Habe dir die Bücher zurückgelegt. Komm einfach vorbei! Bin morgen bis 16 Uhr da.
Hatte Melinda es doch gewusst, auf Sophie war Verlass! Man musste nur ein wenig Druck ausüben.

Jan hatte sich die Jacke übergezogen. In der Hand hielt er Silvas Leine. Hervorragend, er hatte verstanden, woher in dieser Hütte der Wind blies! Doch noch wollte er nicht gehen.
»Was machen die Ermittlungen?«
Melinda horchte auf.
»Weißt du schon mehr über ...«
Sie schüttelte den Kopf.
»Sorry, laufende Ermittlungen. Lies morgen früh den Kreisanzeiger, dann weißt du mehr. Gab heute eine Pressekonferenz.
»Ist nur weil ...«
»Ich weiß, du hast ihr deinen Pilzkorb geschenkt. Sie war die Perle in Grambergs Gasthaus und Erik ist am Boden zerstört.«
»Ich kann nicht vergessen, wie sie dalag in dieser braunen Kutte, den Kopf in den Pilzen, die ganzen Maden.«
Jan schüttelte sich und verzog das Gesicht. Als sie das Wort Pilzkorb ausgesprochen hatte, war Melinda etwas eingefallen, was ihr schon länger im Kopf herumspukte. Sie erinnerte sich an das, was Bullerjahn ihr kurz nach dem Fund der Leiche erzählt hatte. Dass Jan Dressler zuerst Erik Gramberg und nicht die Polizei angerufen hatte und er zu diesem Zeitpunkt bereits zu wissen schien, um wen es sich bei der Toten handelte. Hatte Jan sie allein an ihrem Pilzkorb erkannt oder noch an etwas anderem? Ihren Schuhen, ihrer Hose, der Kutte? Hatte er Stella besser gekannt, als Melinda ahnte? Hatte er sie an der Form ihrer Hände, ihrer Finger oder Nägel erkannt?

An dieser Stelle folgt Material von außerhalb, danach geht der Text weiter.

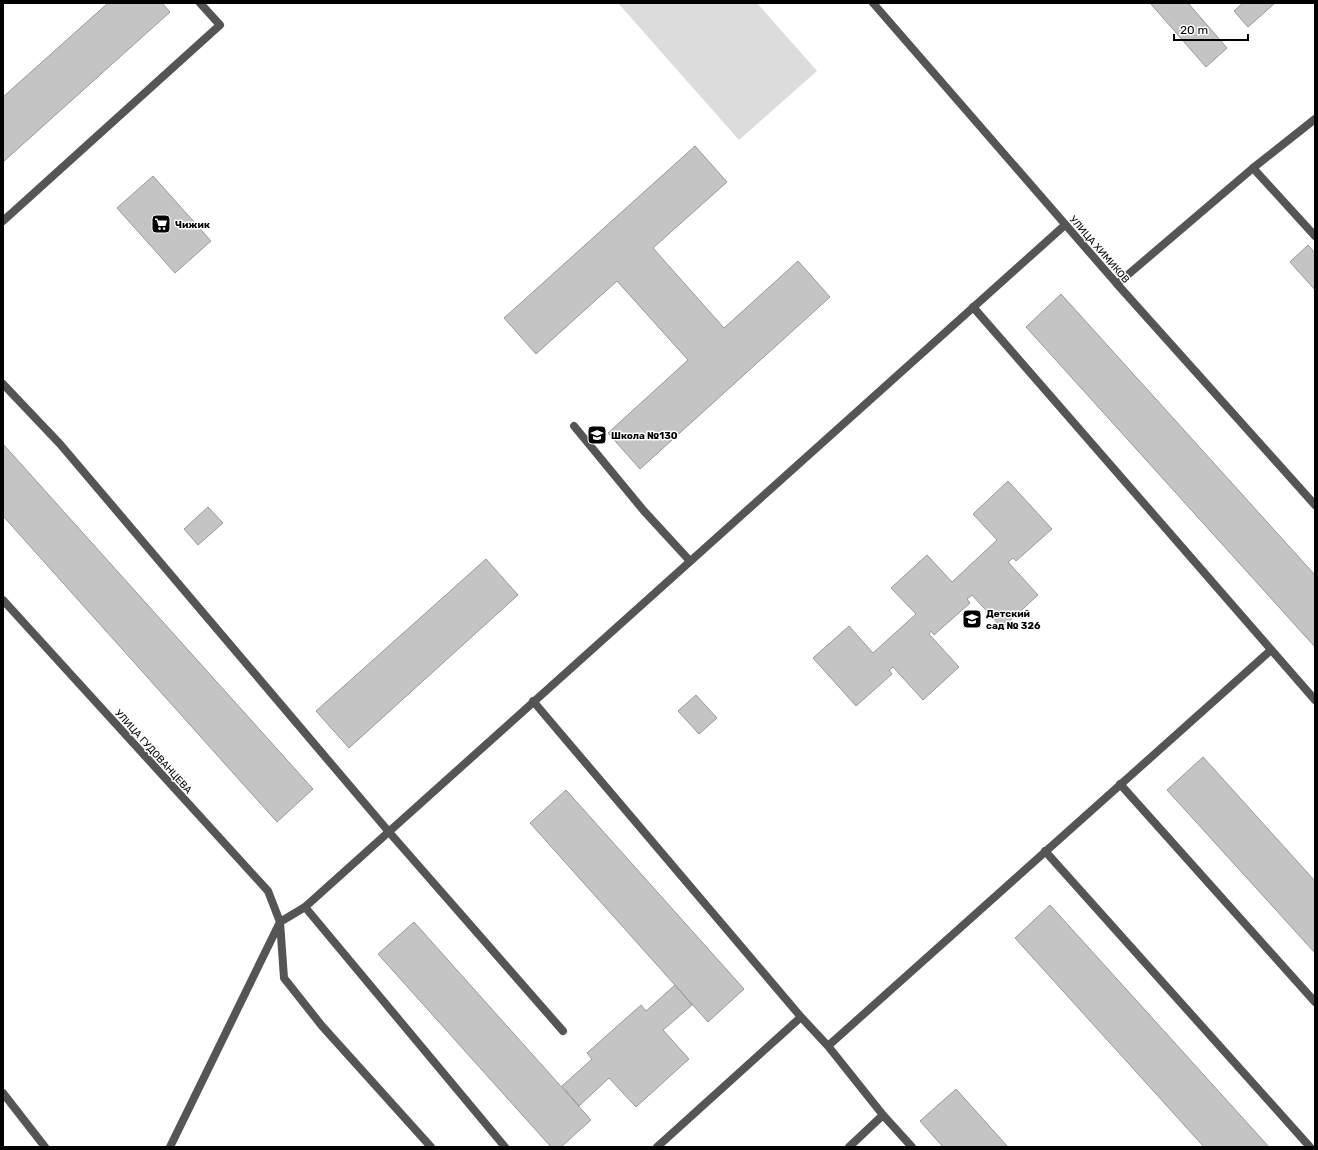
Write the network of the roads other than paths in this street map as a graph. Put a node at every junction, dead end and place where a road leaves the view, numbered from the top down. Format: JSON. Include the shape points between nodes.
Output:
{"nodes":[{"id":1,"x":200,"y":3,"type":"edge"},
{"id":2,"x":873,"y":3,"type":"edge"},
{"id":3,"x":1315,"y":119,"type":"edge"},
{"id":4,"x":1253,"y":168,"type":"junction"},
{"id":5,"x":3,"y":221,"type":"edge"},
{"id":6,"x":1064,"y":225,"type":"junction"},
{"id":7,"x":1315,"y":236,"type":"edge"},
{"id":8,"x":1117,"y":284,"type":"junction"},
{"id":9,"x":973,"y":307,"type":"junction"},
{"id":10,"x":3,"y":384,"type":"edge"},
{"id":11,"x":574,"y":426,"type":"dead end"},
{"id":12,"x":1315,"y":506,"type":"edge"},
{"id":13,"x":690,"y":561,"type":"junction"},
{"id":14,"x":3,"y":600,"type":"edge"},
{"id":15,"x":1270,"y":650,"type":"junction"},
{"id":16,"x":1315,"y":700,"type":"edge"},
{"id":17,"x":533,"y":701,"type":"junction"},
{"id":18,"x":1120,"y":784,"type":"junction"},
{"id":19,"x":388,"y":832,"type":"junction"},
{"id":20,"x":1045,"y":851,"type":"junction"},
{"id":21,"x":305,"y":907,"type":"junction"},
{"id":22,"x":280,"y":922,"type":"junction"},
{"id":23,"x":1315,"y":1002,"type":"edge"},
{"id":24,"x":801,"y":1017,"type":"junction"},
{"id":25,"x":563,"y":1031,"type":"dead end"},
{"id":26,"x":828,"y":1046,"type":"junction"},
{"id":27,"x":3,"y":1093,"type":"edge"},
{"id":28,"x":883,"y":1115,"type":"junction"},
{"id":29,"x":45,"y":1147,"type":"edge"},
{"id":30,"x":170,"y":1147,"type":"edge"},
{"id":31,"x":431,"y":1147,"type":"edge"},
{"id":32,"x":504,"y":1147,"type":"edge"},
{"id":33,"x":657,"y":1147,"type":"edge"},
{"id":34,"x":849,"y":1147,"type":"edge"},
{"id":35,"x":912,"y":1147,"type":"edge"},
{"id":36,"x":1310,"y":1147,"type":"edge"}],
"edges":[{"from":1,"to":5,"type":"street","via":[[220,25]]},
{"from":2,"to":6,"type":"street","name":"УЛИЦА ХИМИКОВ"},
{"from":3,"to":4,"type":"street"},
{"from":4,"to":7,"type":"street"},
{"from":4,"to":8,"type":"street"},
{"from":6,"to":8,"type":"street","name":"УЛИЦА ХИМИКОВ"},
{"from":6,"to":9,"type":"street"},
{"from":8,"to":12,"type":"street","name":"УЛИЦА ХИМИКОВ"},
{"from":9,"to":13,"type":"street"},
{"from":9,"to":15,"type":"street"},
{"from":10,"to":19,"type":"street","via":[[60,444]]},
{"from":11,"to":13,"type":"street","via":[[644,511]]},
{"from":13,"to":17,"type":"street"},
{"from":14,"to":22,"type":"street","name":"УЛИЦА ГУДОВАНЦЕВА","via":[[268,891]]},
{"from":15,"to":16,"type":"street"},
{"from":15,"to":18,"type":"street"},
{"from":17,"to":19,"type":"street"},
{"from":17,"to":24,"type":"street"},
{"from":18,"to":20,"type":"street"},
{"from":18,"to":23,"type":"street"},
{"from":19,"to":21,"type":"street"},
{"from":19,"to":25,"type":"street"},
{"from":20,"to":26,"type":"street"},
{"from":20,"to":36,"type":"street"},
{"from":21,"to":22,"type":"street"},
{"from":21,"to":32,"type":"street"},
{"from":22,"to":30,"type":"street"},
{"from":22,"to":31,"type":"street","name":"УЛИЦА ГУДОВАНЦЕВА","via":[[284,978],[322,1026]]},
{"from":24,"to":26,"type":"street"},
{"from":24,"to":33,"type":"street"},
{"from":26,"to":28,"type":"street"},
{"from":27,"to":29,"type":"street"},
{"from":28,"to":34,"type":"street"},
{"from":28,"to":35,"type":"street"}]}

Am liebsten hätte sie Jan zurück an den Tisch gedrückt, ihm den Schein einer gleißenden Lampe aufs Gesicht gerichtet und ihn verhört bis es quietschte. Doch sie fürchtete seinen unberechenbaren Zorn.

»Reisende soll man nicht aufhalten!«
Sie musste ihn loswerden, besser jetzt als gleich. Kein Verhör, kein weiteres Gespräch. Nur eine hastige Verabschiedung. Melinda wusste, dass Jan den Braten gerochen hatte, er ganz genau spürte, dass für ihn hier nichts zu holen war, mit welchen Absichten auch immer er sie aufgesucht hatte. Zum Abschied tätschelte sie Silvas Kopf, gab Jan die Hand und drückte erleichtert die Tür hinter ihm ins Schloss.